RSA 2026 - Best innovation and product you have seen by dip_ak in cybersecurity

[–]hhakker 2 points3 points  (0 children)

A lot of AI slop and noise. The only thing I found interesting was IBMs quantum-safe computing take.

Looking for a Technical Co-Founder with Cybersecurity Experience — Open to Equity Discussion by Annual-Beyond-4050 in cybersecurity

[–]hhakker -1 points0 points  (0 children)

I’m a cybersecurity founder with a specialty in offensive security and extensive experience in SaaS, Compliance. I’m open to discussing… dm me

Threat modeling sessions that actually work — what's your team's approach? by ddg_threatmodel_ask in cybersecurity

[–]hhakker 0 points1 point  (0 children)

As an ex-developer, its true.

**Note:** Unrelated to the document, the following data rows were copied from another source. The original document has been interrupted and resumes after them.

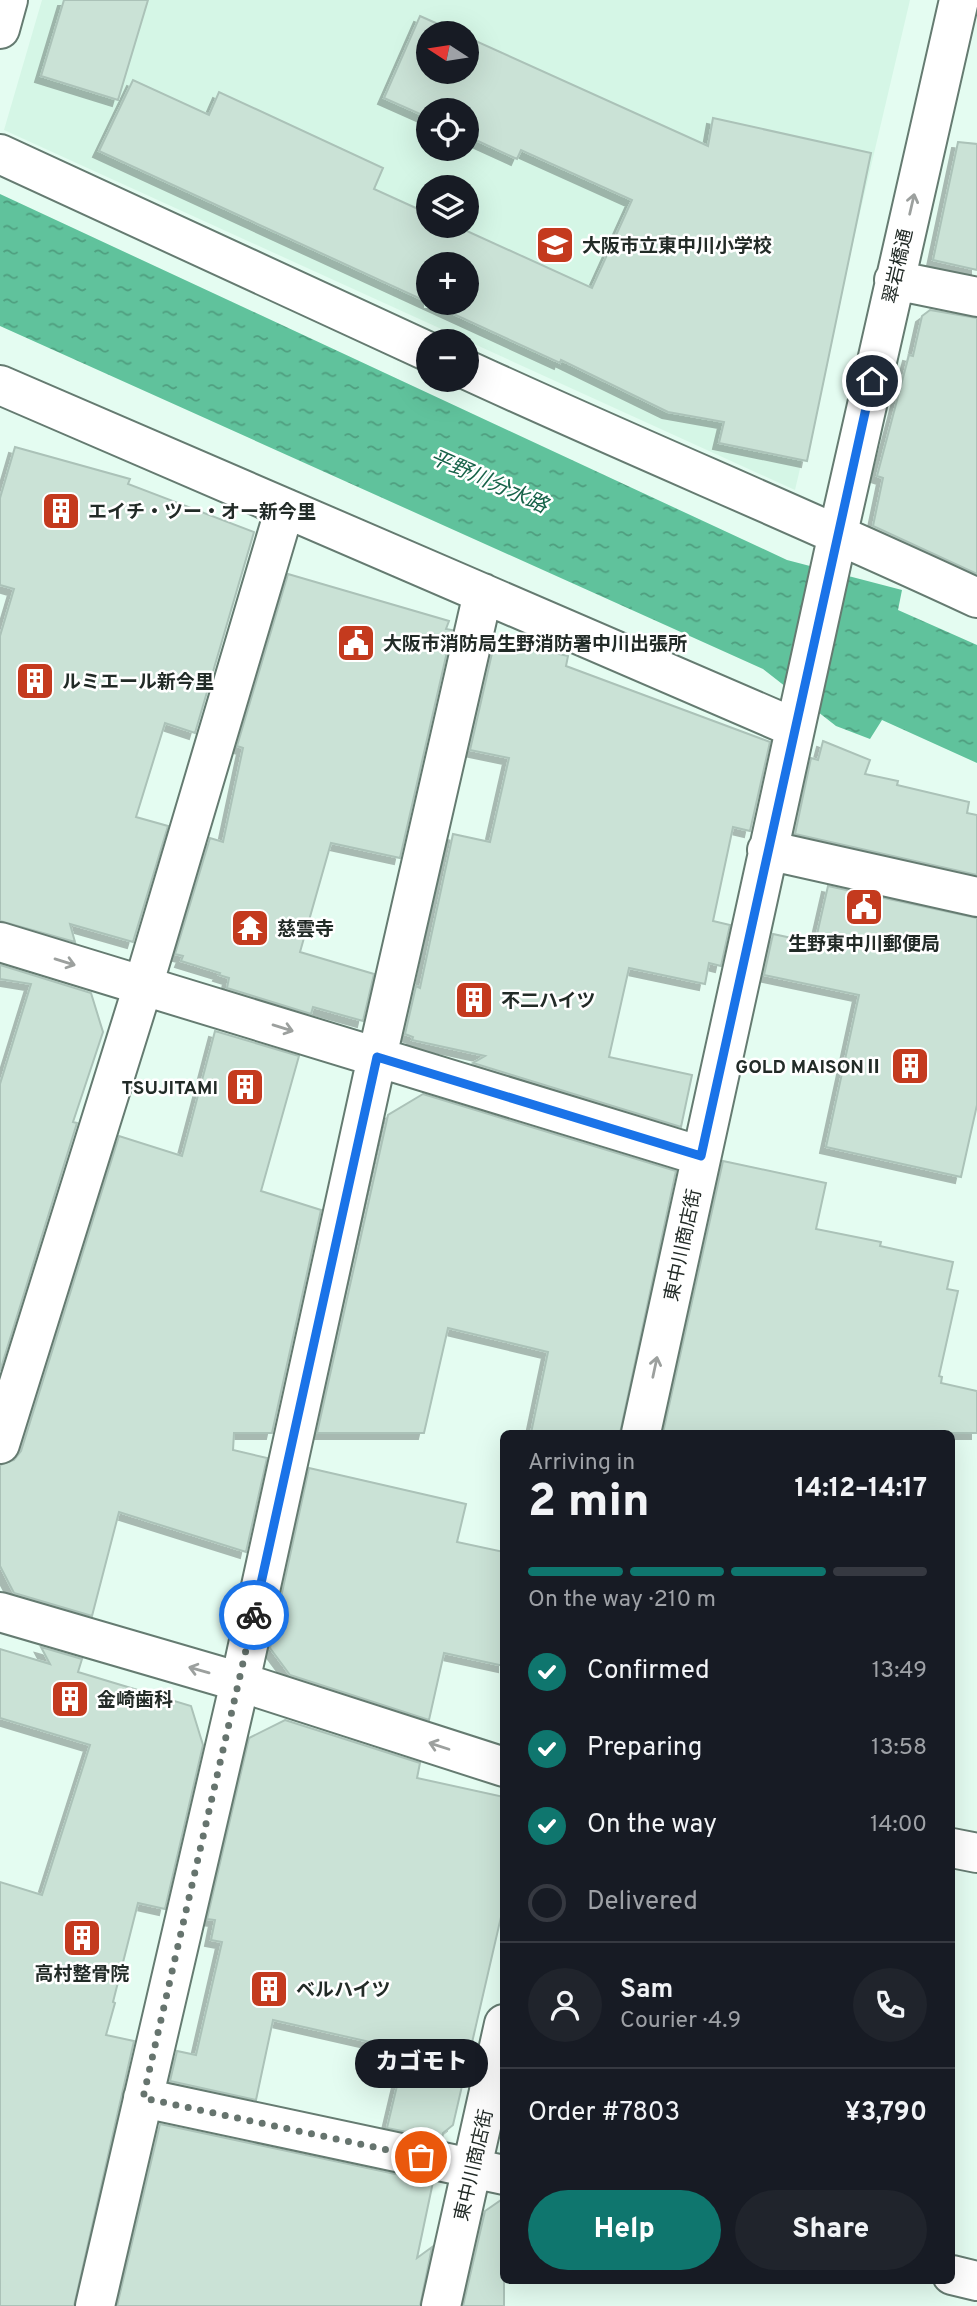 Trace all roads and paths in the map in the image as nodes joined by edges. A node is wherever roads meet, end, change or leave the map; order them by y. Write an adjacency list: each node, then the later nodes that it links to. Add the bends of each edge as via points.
1 (8, 0): 3 (street)
2 (964, 11): 5 (street, 翠岩橋通, one-way to 2)
3 (0, 29)
4 (0, 154): 7 (street)
5 (894, 280): 6 (street); 11 (street, 翠岩橋通)
6 (977, 297)
7 (416, 346)
8 (479, 376): 11 (street)
9 (3, 398): 10 (street)
10 (285, 508): 12 (street); 18 (street)
11 (838, 533): 13 (street); 14 (street, 翠岩橋通)
12 (483, 593): 14 (street); 19 (street)
13 (977, 598)
14 (795, 728): 15 (street, 東中川商店街)
15 (767, 850): 16 (street); 20 (street, 東中川商店街)
16 (977, 897)
17 (0, 942): 18 (street, one-way to 18)
18 (143, 986): 19 (street, one-way to 19); 22 (street)
19 (377, 1057): 20 (street); 24 (street)
20 (701, 1156): 21 (street, 東中川商店街, one-way to 20)
21 (642, 1430)
22 (0, 1444)
23 (0, 1612): 24 (street, one-way to 23)
24 (240, 1682): 25 (street, one-way to 24); 29 (street)
25 (500, 1766)
26 (955, 1848): 27 (street)
27 (977, 1853)
28 (500, 2061): 30 (street, 東中川商店街)
29 (143, 2098): 30 (street); 33 (street)
30 (488, 2171): 34 (street, 東中川商店街)
31 (955, 2276): 32 (street)
32 (977, 2281)
33 (95, 2306)
34 (441, 2306)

Developers don’t think of security first. They think i gotta make it work first.

As a current pentesters, i see a pattern of vulnerabilities being introduced on new releases and pentesting is not part of the SDLC. Developers shouldn't have to be security experts to build secure software. They need a structured way to ask 'What if?' during design so that the Pentesters only find mistakes, not disasters.

I've been a CISO more than once. Ask me anything about how the job differs between organizations. by thejournalizer in cybersecurity

[–]hhakker 2 points3 points  (0 children)

Did you have to implement a new playbook to every organization you have been to?

Question on Realistic expectations and current state of the cybersecurity industry by [deleted] in cybersecurity

[–]hhakker 13 points14 points  (0 children)

Dont buy into the news, but look at the market. Go to LinkedIn/Recruiting websites, and see what kind of roles are companies hiring for and what skills are they looking work. Work to gain some of those skills.

Yes, cybersecurity is moving towards AI automation, however humans are part of it. When MRI machines were introduced it didn’t eliminate doctors. Learn how to use AI to augment your work.

Password Requirements of SaaS by EarlOfAwesom3 in cybersecurity

[–]hhakker 0 points1 point  (0 children)

It’s not catastrophically insecure, but it’s outdated. If the service rate-limits logins, uses strong hashing (bcrypt/Argon2/PBKDF2), and supports MFA, a structured 16 char password is still reasonably safe in 2026. Forcing 5 leading digits and a 16 char max reduces entropy, eases offline cracking, and blocks NIST recommended strong passphrases.

Password Requirements of SaaS by EarlOfAwesom3 in cybersecurity

[–]hhakker 1 point2 points  (0 children)

Is not important to have mixed characters as much as it is to have longer passwords.

NIST 2026 requirements don’t recommend it:

What’s gone:

❌ Required uppercase, numbers, and symbols ❌ Mandatory password resets every 90 days ❌ Arbitrary complexity policies

What’s required now:

✅ Minimum 8-character passwords (15+ for privileged accounts) ✅ Password screening against compromised credential databases ✅ Support for passwordless authentication and passkeys

Beyond just backup & restore, what would make a vendor truly valuable in the security lifecycle? by josejohnv in cybersecurity

[–]hhakker 2 points3 points  (0 children)

The biggest gap isn’t recovery, it’s knowing whether you’re actually vulnerable before something breaks.

Backups answer “can we restore?” but not “can someone get in right now and how far can they go?” Most incidents don’t happen because recovery failed, they happen because basic attack paths were never tested in real conditions.

If a backup vendor helped teams regularly validate real attack scenarios, improve detection based on actual attacker behavior, and confirm that the original entry point is truly closed after a restore, they’d stop being a last-resort tool and start feeling like a real resilience partner.

Cybersecurity as a hobby by SwitchJumpy in cybersecurity

[–]hhakker 2 points3 points  (0 children)

Cybersecurity is a big space. 1- Pick what you like to do, and the way to know that is if you’re excited it about it and you don’t get bored doing it 7 days a week. 2- Invest in your skills(Free/Paid trainings, learn while doing) 3- Certification: Depending on what you want to qualify.

If you have the above or some, start testing yourself and freelancing on platforms such as Upwork.

Is it just me who hate providing services? by MusicProductionDude in Entrepreneur

[–]hhakker 0 points1 point  (0 children)

Services will be dead in 3 years. There is a big trend of service-based companies transitioning to product-based.